Laura Claycomb (born August 23, 1968) is an American lyric coloratura soprano singer.

==Background==
Claycomb was born in Corpus Christi, Texas, but grew up in Dallas, where she excelled in church and school choir, winning numerous youth competitions, such as the National Association of Teachers of Singing, U.I.L., and Texas All-State Choir. A graduate of Highland Park High School, Claycomb won a full scholarship to Southern Methodist University, where she studied voice with Barbara Hill Moore, and completed two bachelor's degrees in vocal performance and foreign languages. She studied with the late Norma Newton from 1994 until Newton's death in 2008.

She won the Silver Medal at the International Tchaikovsky Competition in Moscow in 1994, the Operetta Prize at the International Hans Gabor Belvedere Singing Competition in Vienna in 1992, and First Prize in the National Opera Association Competition in 1992.

==Early career==
She gained international attention for the first time in 1994 after stepping in at the last minute to perform Giulietta in I Capuleti e i Montecchi with Geneva Opera. This role was also the vehicle of her debut at the Opéra Bastille in Paris, with the Munich Radio Orchestra, Los Angeles Opera and Pittsburgh Opera.

Another of her roles is Gilda in Rigoletto, which she has performed at the Canadian Opera Company, Lausanne Opera, Opéra Bastille, Pittsburgh Opera, Israeli Opera, Municipal Theatre of Santiago , Canadian Opera Company, Teatro Municipale Giuseppe Verdi Salerno, Houston Grand Opera, and the Dallas Opera.

Her Lucia di Lammermoor at the Houston Grand Opera "literally catapulted the opening night audience to its feet with her creativity and versatility." (Don Moser, Houston Voice).

Other notable roles have been her Linda di Chamounix; Marie in La fille du régiment; La Comtesse Adèle in Le comte Ory, Cleopatra in Giulio Cesare; Morgana in Alcina; Olympia in Les contes d'Hoffmann, and Ophélie in Hamlet.

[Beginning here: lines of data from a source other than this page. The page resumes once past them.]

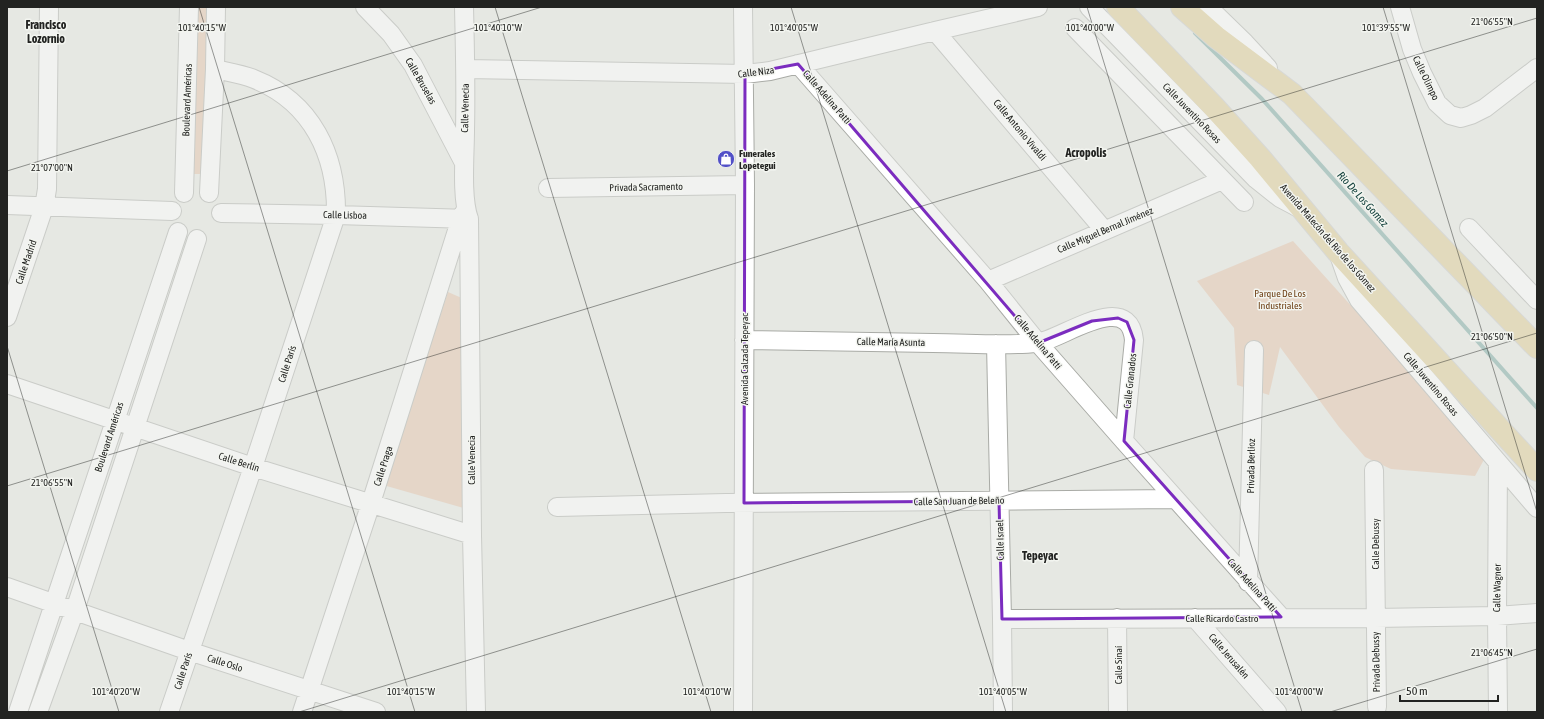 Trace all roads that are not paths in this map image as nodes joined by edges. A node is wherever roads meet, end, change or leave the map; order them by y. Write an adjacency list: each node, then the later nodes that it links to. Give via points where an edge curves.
1 (49, 7): 29 (street, Calle Madrid, via 47,189)
2 (189, 7): 25 (street, Boulevard Américas)
3 (216, 7): 17 (street)
4 (365, 7): 21 (street, Calle Bruselas, via 391,34 413,65)
5 (464, 7): 18 (street, Calle Venecia)
6 (743, 7): 19 (street, Avenida Calzada Tepeyac)
7 (1038, 7): 14 (street, Calle Niza)
8 (1090, 7): 30 (street, Calle Juventino Rosas, via 1256,179 1280,198)
9 (1118, 7): 30 (main road, Avenida Malecón del Río de los Gómez, via 1260,158)
10 (1182, 7): 20 (main road, via 1216,37)
11 (1208, 7): 20 (street)
12 (1400, 7): 16 (street, Calle Olimpo, via 1419,67 1437,103 1450,115 1461,118 1471,116)
13 (1075, 28): 22 (street)
14 (935, 31): 15 (street, Calle Niza); 36 (street, Calle Antonio Vivaldi)
15 (798, 64): 19 (street, Calle Niza); 39 (street, Calle Adelina Patti)
16 (1537, 68)
17 (215, 69): 26 (street); 32 (street, Calle París, via 238,73 269,86 308,118 323,145 333,174)
18 (466, 69): 19 (street, Calle Niza); 21 (street, Calle Venecia)
19 (744, 74): 23 (street, Avenida Calzada Tepeyac)
20 (1292, 94): 45 (main road)
21 (465, 163): 33 (street, Calle Venecia)
22 (1222, 180): 27 (street); 36 (street, Calle Miguel Bernal Jiménez)
23 (745, 185): 24 (street, Privada Sacramento); 42 (street, Avenida Calzada Tepeyac)
24 (548, 188)
25 (184, 193): 26 (street, via 196,190); 31 (street, via 175,201)
26 (209, 193): 34 (street, via 218,202)
27 (1244, 202)
28 (7, 205): 29 (street)
29 (44, 207): 31 (street); 41 (street, Calle Madrid)
30 (1302, 210): 38 (main road, Avenida Malecón del Río de los Gómez)
31 (172, 211): 37 (street, via 173,222)
32 (336, 215): 33 (street, Calle Lisboa); 34 (street, Calle Lisboa); 53 (street, Calle París)
33 (465, 216): 59 (street, Calle Praga); 63 (street, Calle Venecia)
34 (212, 228): 37 (street, via 187,237); 49 (street, Boulevard Américas)
35 (1469, 228): 40 (street)
36 (1104, 230): 39 (street, Calle Miguel Bernal Jiménez)
37 (178, 232): 48 (street, Boulevard Américas)
38 (1338, 252): 50 (main road, Avenida Malecón del Río de los Gómez); 52 (street, Calle Juventino Rosas, via 1347,278 1359,300)
39 (988, 282): 43 (street, Calle Adelina Patti)
40 (1537, 300)
41 (7, 317)
42 (744, 340): 44 (street, Calle María Asunta); 60 (street, Avenida Calzada Tepeyac)
43 (1038, 343): 44 (street, Calle María Asunta); 51 (street, Calle Adelina Patti); 51 (street, Calle Granados, via 1092,321 1118,318 1127,322 1133,331 1134,340)
44 (996, 344): 58 (street, Calle Israel)
45 (1537, 347)
46 (1254, 350): 64 (street, Privada Berlioz)
47 (7, 384): 48 (street, Calle Berlín)
48 (114, 420): 49 (street, Calle Berlín); 66 (street, Boulevard Américas)
49 (134, 427): 53 (street, Calle Berlín); 67 (street, Boulevard Américas)
50 (1498, 427): 55 (main road, Avenida Malecón del Río de los Gómez); 56 (main road, via 1514,462)
51 (1124, 441): 57 (street, Calle Adelina Patti)
52 (1498, 464): 62 (street, Calle Juventino Rosas); 69 (street, Calle Wagner)
53 (254, 467): 59 (street, Calle Berlín); 75 (street, Calle París)
54 (1374, 470): 73 (street, Calle Debussy)
55 (1537, 470)
56 (1537, 488)
57 (1174, 499): 58 (street, Calle San Juan de Beleño); 64 (street, Calle Adelina Patti)
58 (999, 501): 60 (street, Calle San Juan de Beleño); 74 (street, Calle Israel)
59 (371, 503): 63 (street, Calle Berlín); 76 (street, Calle Praga)
60 (744, 503): 61 (street, Calle San Juan de Beleño); 84 (street, Avenida Calzada Tepeyac)
61 (556, 507)
62 (1537, 508)
63 (472, 534): 83 (street, Calle Venecia)
64 (1248, 582): 70 (street, Calle Adelina Patti)
65 (7, 587): 66 (street, Calle Oslo)
66 (54, 603): 67 (street, Calle Oslo); 78 (street, Boulevard Américas)
67 (75, 610): 75 (street, Calle Oslo); 79 (street, Boulevard Américas)
68 (1537, 613): 69 (street, Calle Ricardo Castro)
69 (1497, 616): 73 (street, Calle Ricardo Castro); 88 (street, Calle Wagner)
70 (1281, 617): 72 (street, Calle Ricardo Castro); 73 (street, Calle Ricardo Castro)
71 (1117, 618): 72 (street, Calle Ricardo Castro); 74 (street, Calle Ricardo Castro); 86 (street, Calle Sinaí)
72 (1196, 618): 87 (street, Calle Jerusalén)
73 (1375, 618): 77 (street, Privada Debussy)
74 (1002, 619): 85 (street, Calle Israel)
75 (189, 651): 76 (street, Calle Oslo); 80 (street, Calle París)
76 (310, 690): 81 (street, Calle Praga); 82 (street, Calle Oslo)
77 (1377, 707)
78 (18, 712)
79 (38, 712)
80 (170, 712)
81 (302, 712)
82 (376, 712)
83 (476, 712)
84 (743, 712)
85 (1003, 712)
86 (1118, 712)
87 (1277, 712)
88 (1498, 712)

She got her start at San Francisco Opera where she held an Adler Fellowship, singing roles such as Xenia in Boris Godunov, Papagena in Die Zauberflöte, Duchesse Medina-Sidonia in Milhaud's Christoph Colombe, Marie in La fille du régiment and Fiakermilli in Arabella. Her role-debut of Zerbinetta in Ariadne auf Naxos was the vehicle of her return to San Francisco Opera in 2002. She reprised the role at the Richard-Strauss-Festspiele in Garmisch with Ulf Schirmer, Los Angeles Opera, Houston Grand Opera and at the Glyndebourne Festival in 2013.

==Career performances==

Following her European debut in Geneva, she sang Marie at Turin's Teatro Regio in Luca Ronconi's production and again as Ismene in Graham Vick's production of Mitridate, Rè di Ponto. She followed with Princess Rezia in Haydn's L'incontro improvviso for L'Opéra de Nice and L'Opéra de Bordeaux, and Serpetta in Mozart's La finta giardiniera at the Kennedy Center in Washington, D.C., with Patrick Summers conducting.

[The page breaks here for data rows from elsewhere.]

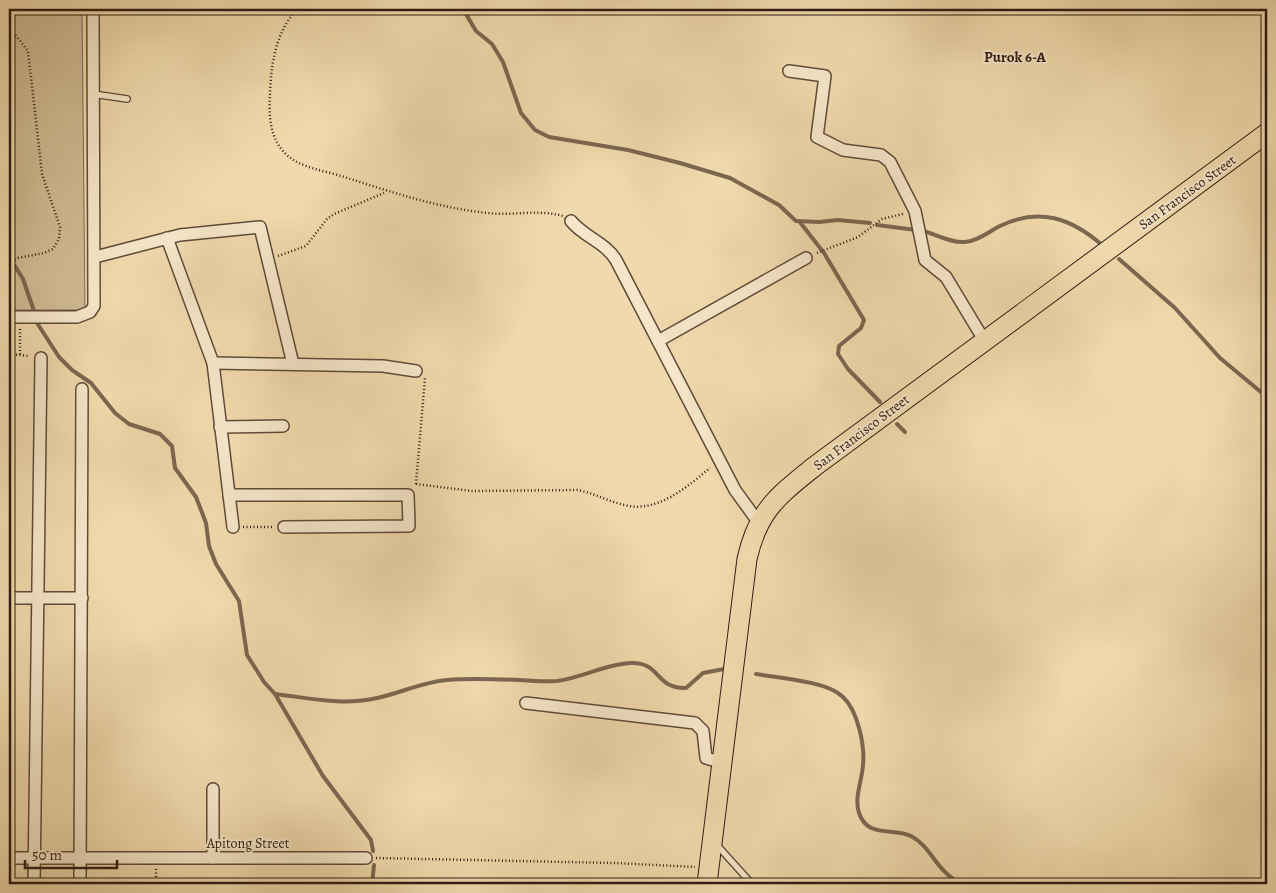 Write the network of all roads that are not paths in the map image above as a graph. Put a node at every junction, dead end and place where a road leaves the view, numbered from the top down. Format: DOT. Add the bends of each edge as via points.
graph roads {
  1 [pos="93,9"];
  2 [pos="789,71"];
  3 [pos="93,94"];
  4 [pos="127,99"];
  5 [pos="1267,133"];
  6 [pos="571,221"];
  7 [pos="167,238"];
  8 [pos="94,257"];
  9 [pos="806,258"];
  10 [pos="14,317"];
  11 [pos="984,340"];
  12 [pos="658,341"];
  13 [pos="41,358"];
  14 [pos="212,363"];
  15 [pos="293,364"];
  16 [pos="416,371"];
  17 [pos="82,389"];
  18 [pos="283,426"];
  19 [pos="220,427"];
  20 [pos="229,495"];
  21 [pos="759,522"];
  22 [pos="233,527"];
  23 [pos="284,527"];
  24 [pos="9,598"];
  25 [pos="37,598"];
  26 [pos="82,598"];
  27 [pos="526,703"];
  28 [pos="722,764"];
  29 [pos="213,789"];
  30 [pos="713,840"];
  31 [pos="9,858"];
  32 [pos="34,858"];
  33 [pos="81,858"];
  34 [pos="213,858"];
  35 [pos="366,858"];
  36 [pos="708,876"];
  37 [pos="34,884"];
  38 [pos="80,884"];
  39 [pos="752,884"];
  1 -- 3 [label="street"];
  2 -- 11 [label="street" via="825,76 817,137 843,150 885,159 895,170 915,211 925,260 946,277"];
  3 -- 4 [label="lane"];
  3 -- 8 [label="street"];
  5 -- 11 [label="main road, San Francisco Street"];
  6 -- 12 [label="street" via="610,251"];
  7 -- 8 [label="street"];
  7 -- 14 [label="street"];
  7 -- 15 [label="street" via="260,227"];
  8 -- 10 [label="street" via="95,296 90,312 78,317"];
  9 -- 12 [label="street"];
  11 -- 21 [label="main road, San Francisco Street" via="815,466 770,505"];
  12 -- 21 [label="street" via="743,503"];
  13 -- 25 [label="street"];
  14 -- 15 [label="street"];
  14 -- 19 [label="street"];
  15 -- 16 [label="street" via="383,366"];
  17 -- 26 [label="street"];
  18 -- 19 [label="street"];
  19 -- 20 [label="street"];
  20 -- 22 [label="street"];
  20 -- 23 [label="street" via="408,495 410,526"];
  21 -- 28 [label="main road, San Francisco Street" via="747,559"];
  24 -- 25 [label="street"];
  25 -- 26 [label="street"];
  25 -- 32 [label="street"];
  26 -- 33 [label="street"];
  27 -- 28 [label="street" via="695,723 703,731 706,758"];
  28 -- 30 [label="main road, San Francisco Street"];
  29 -- 34 [label="street"];
  30 -- 36 [label="main road, San Francisco Street"];
  30 -- 39 [label="lane"];
  31 -- 32 [label="street, Apitong Street"];
  32 -- 33 [label="street, Apitong Street"];
  32 -- 37 [label="street"];
  33 -- 34 [label="street, Apitong Street"];
  33 -- 38 [label="street"];
  34 -- 35 [label="street, Apitong Street"];
}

After her debut at La Scala in the title role of Linda di Chamounix with Marcelo Álvarez, she sang Marie in Rome and her first Sophie in Keith Warner's production of Der Rosenkavalier at the Spoleto Festival in Italy. Other appearances include her role-debut at the Lausanne Opera as Adina in L'elisir d'amore and as Konstanze in Die Entführung aus dem Serail with Vlaamse Opera, a role she reprised at the Berlin Staatsoper and again in 2011 at the Grand Théâtre de Genève.

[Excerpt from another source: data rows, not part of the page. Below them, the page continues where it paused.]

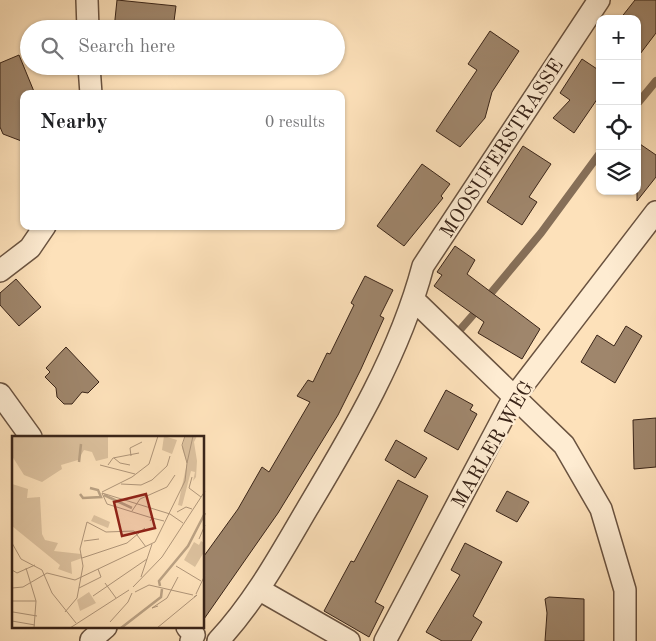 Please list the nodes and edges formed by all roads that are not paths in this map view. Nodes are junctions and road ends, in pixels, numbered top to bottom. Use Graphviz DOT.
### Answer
graph roads {
  1 [pos="86,0"];
  2 [pos="599,0"];
  3 [pos="87,20"];
  4 [pos="90,75"];
  5 [pos="91,90"];
  6 [pos="656,212"];
  7 [pos="42,230"];
  8 [pos="0,271"];
  9 [pos="414,300"];
  10 [pos="0,394"];
  11 [pos="514,397"];
  12 [pos="30,436"];
  13 [pos="260,590"];
  14 [pos="82,628"];
  15 [pos="105,628"];
  16 [pos="91,641"];
  17 [pos="218,641"];
  18 [pos="349,641"];
  19 [pos="385,641"];
  20 [pos="626,641"];
  1 -- 3 [label="street"];
  2 -- 9 [label="street, MOOSUFERSTRASSE"];
  4 -- 5 [label="street"];
  6 -- 11 [label="street, MARLER WEG"];
  7 -- 8 [label="street"];
  9 -- 11 [label="street"];
  9 -- 13 [label="street, MOOSUFERSTRASSE"];
  10 -- 12 [label="street"];
  11 -- 19 [label="street, MARLER WEG"];
  11 -- 20 [label="street"];
  13 -- 17 [label="street, MOOSUFERSTRASSE"];
  13 -- 18 [label="street"];
  14 -- 16 [label="street"];
  15 -- 16 [label="street"];
}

Following success at Houston Grand Opera as Gilda in Rigoletto in 2001, Claycomb forged a special relationship with audiences in Houston, returning to sing Lucia di Lammermoor, Cleopatra in Giulio Cesare, Ilia in Idomeneo and the title role of La fille du régiment.

In Trieste, Claycomb debuted the role of Ophelie in Thomas' Hamlet; in Toulouse, she debuted Philine in Mignon; and at Brussels' La Monnaie, she debuted Tytania in Britten's A Midsummer Night's Dream.

==Baroque opera==

In the Baroque style, she has sung with some of the world's most renowned early music conductors and ensembles. She sang Cleopatra in Handel's Giulio Cesare in Montpellier, Drusilla in Monteverdi's L'incoronazione di Poppea at the Netherlands Opera, and Fedra in Traetta's Ippolito ed Aricia in Montpellier with Christophe Rousset and Les Talens Lyriques. She reprised the role of Cleopatra for the Drottningholm Festival with Roy Goodman conducting and more recently at Houston Grand Opera with music director Patrick Summers. With Richard Hickox, Claycomb debuted the role of Morgana in Alcina at English National Opera. With Marc Minkowski and Les Musiciens du Louvre, she debuted the role of Ginevra in Ariodante at the Opéra Garnier in Paris; Claycomb reprised the role in Munich with Harry Bicket. She debuted the title role of Semele at the Flemish Opera with Michael Hofstetter conducting. In 2008, she sang Polissena in Radamisto in a new David Alden production at Santa Fe with Harry Bicket conducting.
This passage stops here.